Merck KGaA’s biliary cancer hopeful bintrafusp alfa—the immunotherapy at the heart of a $4.2 billion deal with GlaxoSmithKline—has nabbed its third strike.
The German pharmaceutical company announced Monday that a phase 2 clinical trial of bintrafusp alfa has been discontinued, as an independent data monitoring committee has determined the study is unlikely to meet its goal of improving overall survival.
The INTR@PID BTC 055 trial was examining the drug as a first-line treatment for patients with locally advanced or metastatic biliary tract cancer in combination with the chemotherapy drugs cisplatin and gemcitabine.

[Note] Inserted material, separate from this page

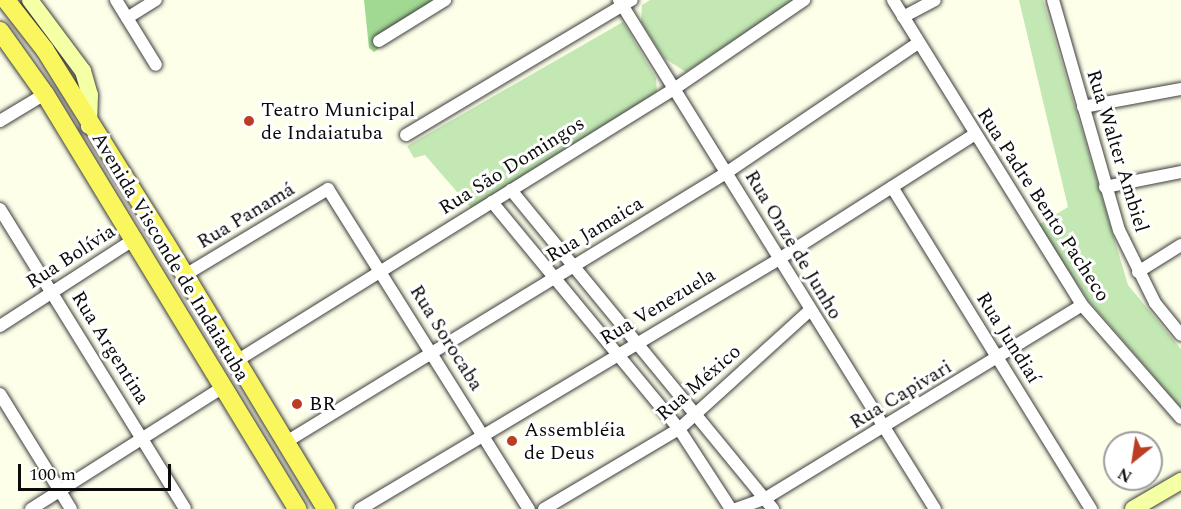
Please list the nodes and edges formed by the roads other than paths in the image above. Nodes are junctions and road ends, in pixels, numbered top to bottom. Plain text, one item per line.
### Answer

This is the third strike for the therapy, leaving the future of the clinical program—as well as that megadeal—uncertain. Merck discovered the therapy in-house but was developing it with GSK through the massive multibillion-dollar deal as the next-generation Bavencio.
Strike two came in March when an independent review of the INTR@PID BTC 047 study determined that bintrafusp alfa caused an objective response rate of just 10.1%, an efficacy that was too low to support a regulatory filing. But Merck was not ready to abandon the asset, pointing to the BTC 055 study.
Two months earlier was the first strike. Bintrafusp alfa failed in a head-to-head matchup with Merck’s rival U.S. pharma, also called Merck, and the blockbuster cancer therapy Keytruda. German Merck's therapy was always going to have a tough time matching the winner-take-all checkpoint inhibitor Keytruda, so this initial failure wasn't a major red flag.
Now, we have a total of three red flags.
Merck’s statement on the BTC 055 study was brief, but previous updates have detailed an expansive clinical program for bintrafusp alfa, including trials for breast cancer, urothelial cancer and cervical cancer.
The FDA’s clinical trials database lists over 40 studies involving bintrafusp alfa, which is not currently approved for any indication.